If you’ve read the Little House books, you’ll remember that Ma and Pa worried about the girls getting lost on a prairie without trees. How can this be? As you read Joel Salatin’s words, try to imagine grass of this type as far as the eye, if it were up high enough, could see. It’s an awesome image, awesome in the true sense of the word.
For example, when I say “grass,” most people associate that word, in its first sense, with lawns. And yet that is a paltry, uninformed notion of grass. Artificially planted and maintained two-inch turf grass is a far cry from the grass I’m talking about. I’m talking about native prairies, and Little House on the Prairie, where Ma and Pa Ingalls feared Laura would become lost if she went out of the house. The University of Nebraska still maintains an acre or two of this grass in Lincoln. It’s twelve feet tall with stems more than half an inch thick. The first Europeans into Virginia’s Shenandoah Valley wrote letter home describing grasses that could be tied in a knot above the horse’s saddle.
“Folks, This Ain’t Normal”, Joel Salatin
Can you wrap your mind around grass so high an entire NBA team could be unobserved in it? To me, it’s a mind-boggling thought. I hope some day to get to Lincoln to see this grass. (Of course as a former Nebraska resident, I’d love to see a Cornhuskers football game, too, but seeing the grass is much more likely!)

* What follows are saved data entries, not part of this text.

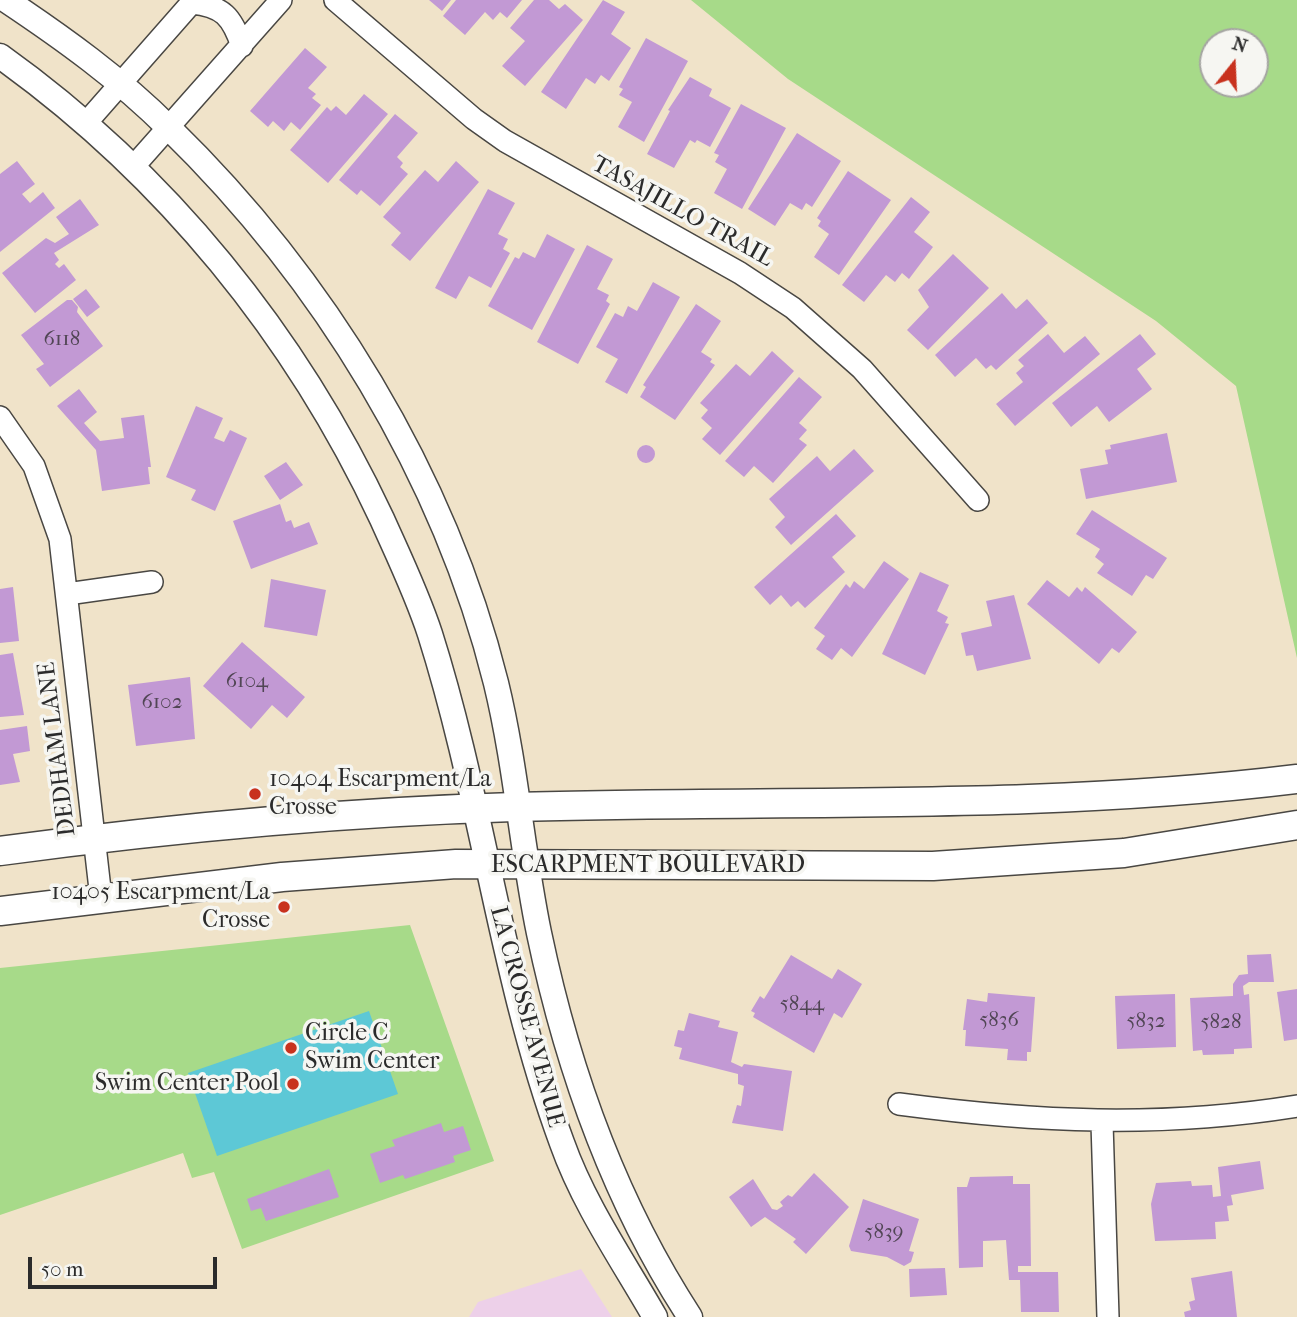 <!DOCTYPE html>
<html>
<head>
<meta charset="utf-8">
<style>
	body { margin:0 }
	#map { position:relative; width:1297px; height:1317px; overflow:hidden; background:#f0e3c9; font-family:"IM FELL French Canon",serif }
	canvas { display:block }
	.north { position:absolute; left:1199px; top:28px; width:70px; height:70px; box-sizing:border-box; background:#f6f6f2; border:2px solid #a5a5a2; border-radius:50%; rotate:18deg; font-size:19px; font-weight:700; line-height:28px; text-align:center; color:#2b2b2b }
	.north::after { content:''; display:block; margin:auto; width:24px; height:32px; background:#c8321e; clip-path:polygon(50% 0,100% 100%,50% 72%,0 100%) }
	.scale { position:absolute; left:28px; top:1257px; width:189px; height:32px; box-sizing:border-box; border:4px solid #2b2b2b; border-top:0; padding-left:9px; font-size:21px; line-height:24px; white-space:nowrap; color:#2b2b2b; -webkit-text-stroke:5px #f6f6f2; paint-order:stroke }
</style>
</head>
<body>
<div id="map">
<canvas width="1297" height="1317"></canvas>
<div class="north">N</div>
<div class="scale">50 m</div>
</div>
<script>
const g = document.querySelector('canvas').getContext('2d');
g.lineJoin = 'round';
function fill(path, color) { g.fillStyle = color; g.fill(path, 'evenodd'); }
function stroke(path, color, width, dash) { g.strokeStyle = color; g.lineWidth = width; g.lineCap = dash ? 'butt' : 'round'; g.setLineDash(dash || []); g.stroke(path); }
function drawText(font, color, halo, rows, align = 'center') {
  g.font = font + ' "IM FELL French Canon",serif'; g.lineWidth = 7; g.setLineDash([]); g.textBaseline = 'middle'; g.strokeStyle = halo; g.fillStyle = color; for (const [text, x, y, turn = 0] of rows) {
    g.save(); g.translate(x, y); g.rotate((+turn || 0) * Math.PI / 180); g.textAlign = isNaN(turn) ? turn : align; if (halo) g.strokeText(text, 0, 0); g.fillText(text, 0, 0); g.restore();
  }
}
const built = new Path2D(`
	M581 1269 612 1317H469L478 1302Z`);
const green = new Path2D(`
	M691 0H1297V658L1236 386 1156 321 788 79ZM1213 42H1255V84H1213Z
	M410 925 494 1161 242 1249 214 1172 192 1178 183 1153 0 1215V968Z`);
const water = new Path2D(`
	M369 1011 398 1094 217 1156 188 1073Z`);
const building = new Path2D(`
	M429 0H451L442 11Z
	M456 0H522L507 18 500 12 493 20 485 12 465 35 443 16Z
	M534 0H549L559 9 565 4 583 20 525 86 502 66 525 41 510 28Z
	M603 0 625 12 611 34 631 48 609 81 601 75 595 84 586 78 566 109 541 92Z
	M646 38 688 61 644 142 618 127 632 102 619 95 623 89 619 87Z
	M305 48 327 67 308 88 316 94 312 98 321 105 300 130 291 122 284 131 273 121 268 127 250 111Z
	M690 77 712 89 709 96 731 108 710 147 697 140 695 143 690 140 674 168 647 154 670 111 668 110Z
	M364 94 388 114 328 183 290 150 327 107 331 111 336 106 346 115Z
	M741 104 786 128 742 209 714 193 727 169 715 162 719 155 714 153Z
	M395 114 418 133 397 157 403 163 400 167 408 174 380 206 361 190 357 195 339 180Z
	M797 133 841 161 812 207 806 203 802 210 790 203 775 226 748 209Z
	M17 161 35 184 22 194 30 203 43 192 55 208 0 252V174Z
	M456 161 479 182 410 261 391 245 401 233 383 217 425 170 438 182Z
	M848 171 891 200 839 275 814 257 829 234 818 226 821 221 817 218Z
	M488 189 515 203 498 234 508 239 503 249 510 253 491 288 469 276 456 299 435 288Z
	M911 197 930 212 914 232 933 247 909 279 902 273 895 282 886 275 864 302 842 285Z
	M80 199 99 225 54 253 59 260 55 264 59 268 64 264 76 280 35 313 2 273 46 238 55 243 69 234 56 217Z
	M547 234 575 249 532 330 488 306 515 257 519 259 523 252 535 258Z
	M587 245 613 259 597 289 609 295 606 301 610 304 578 364 537 342Z
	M953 254 989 288 928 350 907 330 929 307 918 290Z
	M653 282 680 297 627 394 605 382 618 359 596 347 615 313 623 317 628 306 637 311Z
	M86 289 100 307 87 317 73 299Z
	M1002 293 1016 309 1027 299 1048 323 996 370 991 365 986 369 976 358 955 377 935 355Z
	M67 300H72L78 307 77 312 103 346 50 387 36 369 44 364 21 335Z
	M696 304 721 321 701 352 712 359 710 362 715 365 675 420 640 397 646 387 643 385Z
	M1048 334 1064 353 1085 336 1100 354 1015 426 996 404 1023 382 1016 373 1024 366 1018 360Z
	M1140 334 1156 354 1137 369 1152 389 1109 422 1097 406 1071 427 1052 403Z
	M772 351 794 371 720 455 702 439 712 428 701 418 708 410 700 403 736 364 750 376Z
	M799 377 822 397 799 423 807 430 799 439 807 445 773 483 754 466 744 477 725 461Z
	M79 389 97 412 84 423 100 441 124 438 121 418 144 415 151 467H148L150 484 102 491 96 450 57 406Z
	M196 406 223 418 214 438 224 442 230 430 247 438 215 511 191 500 196 490 166 477Z
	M1167 433 1177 482 1086 499 1080 469 1108 464 1105 450 1111 449 1110 445Z
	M637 454a9 9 0 1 1 18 0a9 9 0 1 1-18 0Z
	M854 449 874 471 791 545 775 527 785 517 769 499 817 456 830 471Z
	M286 462 303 485 280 500 264 476Z
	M280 504 286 522 291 520 294 528 309 522 318 544 251 569 233 521Z
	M1092 510 1167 558 1153 579 1146 575 1132 596 1097 573 1104 564 1095 557 1100 549 1076 534Z
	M836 514 856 536 832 557 845 572 805 608 798 601 791 607 781 595 770 605 754 587Z
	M884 561 909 579 852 657 841 648 832 660 816 649 825 636 814 628 846 584 850 588 854 581 864 589Z
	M920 572 949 585 937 611 948 617 945 623 949 624 925 675 882 654Z
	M271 579 326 590 317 636 264 627Z
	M1047 580 1069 597 1077 587 1082 592 1085 587 1137 632 1119 653 1112 648 1099 664 1027 604Z
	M13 587 19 641 0 643V589Z
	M1014 595 1031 659 977 671 973 655 966 656 961 633 992 626 986 601Z
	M242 642 305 697 287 718 272 705 251 729 203 686Z
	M13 653 24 715 0 717V655Z
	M190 677 195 739 136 746 128 685Z
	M27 726 30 751 13 754 20 782 0 785V730Z
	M1271 954 1274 982H1249L1243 986 1244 995 1249 994 1252 1048 1234 1049V1054L1203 1055 1202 1050 1193 1051 1190 998 1233 996V984L1239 975 1248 974 1247 955Z
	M791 955 832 979 838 969 862 984 842 1018 834 1013 814 1053 753 1017 755 1013 751 1011 760 996 764 999Z
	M1297 989V1039L1284 1041 1277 992Z
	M988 993 1035 997 1031 1052H1027V1061L1007 1060 1008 1049 965 1046 966 1030H963L967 999 987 1002Z
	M1175 994 1176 1047 1117 1049 1115 996Z
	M689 1013 720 1021 718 1027 738 1032 731 1062 742 1067 744 1064 792 1071 783 1131 732 1123 737 1105 741 1106 744 1086 738 1084V1074L679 1059 682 1048 674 1046 678 1030 684 1031Z
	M441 1123 444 1132 463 1126 471 1150 453 1156 455 1162 405 1179 403 1175 380 1183 370 1154 395 1146 392 1140Z
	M1260 1161 1264 1189 1231 1195 1233 1205 1227 1206 1229 1221 1215 1222 1216 1239 1155 1241 1151 1204 1156 1183 1191 1181 1192 1186 1212 1185 1213 1197 1221 1196 1218 1167Z
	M329 1169 339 1197 266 1221 261 1208 251 1211 247 1199Z
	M814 1173 849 1207 806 1254 793 1242 796 1239 765 1217 751 1227 729 1197 753 1179 772 1209 777 1210 783 1206 780 1202 788 1195 792 1197Z
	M1013 1176V1184H1030L1031 1266H1018V1272H1058L1059 1312H1021L1020 1280H1009L1006 1240 983 1241V1267L959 1268 957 1187H967L970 1177Z
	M863 1199 919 1219 909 1251 914 1252 911 1262 904 1266 887 1257 851 1251 849 1246Z
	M945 1268 947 1295 910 1297 909 1269Z
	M1232 1271 1237 1317H1185L1184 1312 1191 1310 1189 1302 1195 1300 1191 1278Z`);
const minor = new Path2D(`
	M335 0 474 119 505 141 740 273 793 308 862 369 978 500
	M192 3C223 6 232 17 242 46
	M86 123 194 0
	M134 166 281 0
	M0 417 34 466 60 539 101 898
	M67 594 152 582
	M899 1104C1035 1122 1160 1128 1297 1106
	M1102 1123 1108 1317`);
const tertiary = new Path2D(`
	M6 0C63 38 120 79 169 128 323 278 444 474 496 683 516 765 522 851 539 933 567 1067 615 1202 690 1317
	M0 56C165 174 296 335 382 519 399 557 417 594 430 634 483 801 501 978 562 1143 584 1205 623 1261 655 1317`);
const secondary = new Path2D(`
	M0 851C171 828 342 812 514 807 775 799 1037 811 1297 779
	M0 911 282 877 456 864 933 866 1124 853 1297 825`);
const markers = [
	[255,794,7,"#c8321e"],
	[284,907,7,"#c8321e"],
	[291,1048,7,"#c8321e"],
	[293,1084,7,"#c8321e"]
];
const numberNames = [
	["6118",62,340],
	["6104",247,682],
	["6102",162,703],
	["5844",802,1005],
	["5836",999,1021],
	["5832",1146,1022],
	["5828",1221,1023],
	["5839",884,1233]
];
const streetNames = [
	["TASAJILLO TRAIL",682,212,29],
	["DEDHAM LANE",58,749,-97],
	["ESCARPMENT BOULEVARD",648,866],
	["LA CROSSE AVENUE",526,1017,75]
];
const poiNames = [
	["10404 Escarpment/La",269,780],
	["Crosse",269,808],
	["10405 Escarpment/La",270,893,"right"],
	["Crosse",270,921,"right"],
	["Circle C",305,1034],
	["Swim Center",305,1062],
	["Swim Center Pool",279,1084,"right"]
];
fill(built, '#edd0e9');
fill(green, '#a7da89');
fill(water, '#5dc8d6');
fill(building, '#c299d4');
stroke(minor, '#494743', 24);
stroke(tertiary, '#494743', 27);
stroke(secondary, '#494743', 31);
stroke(minor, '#fff', 21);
stroke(tertiary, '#fff', 24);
stroke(secondary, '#fff', 28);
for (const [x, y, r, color] of markers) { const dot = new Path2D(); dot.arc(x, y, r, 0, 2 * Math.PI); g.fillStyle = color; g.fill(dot); stroke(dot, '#f6f6f2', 2.5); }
drawText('21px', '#514655', null, numberNames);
drawText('24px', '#2b2b2b', '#f6f6f2', streetNames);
drawText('24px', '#2b2b2b', '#f6f6f2', poiNames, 'left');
</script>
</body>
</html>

By the way, if you’ve never read anything by Joel Salatin, you’ve missed out on an incredible experience. Look for his books and read one right away! Joel and his family operate Polyface Farms in Virginia:
Polyface, Inc. is a family owned, multi-generational, pasture-based, beyond organic, local-market farm and informational outreach in Virginia’s Shenandoah Valley.
(From their website)
For now, I leave you with the mind picture of mile upon mile of grass waving above miles and miles of bison herds. What a vision!
I’ll be offline most of the time for the next ten days. Thanks for understanding if I don’t get to your blog quite as often. Just doing posts and responding to comments will take most of my scanty online time.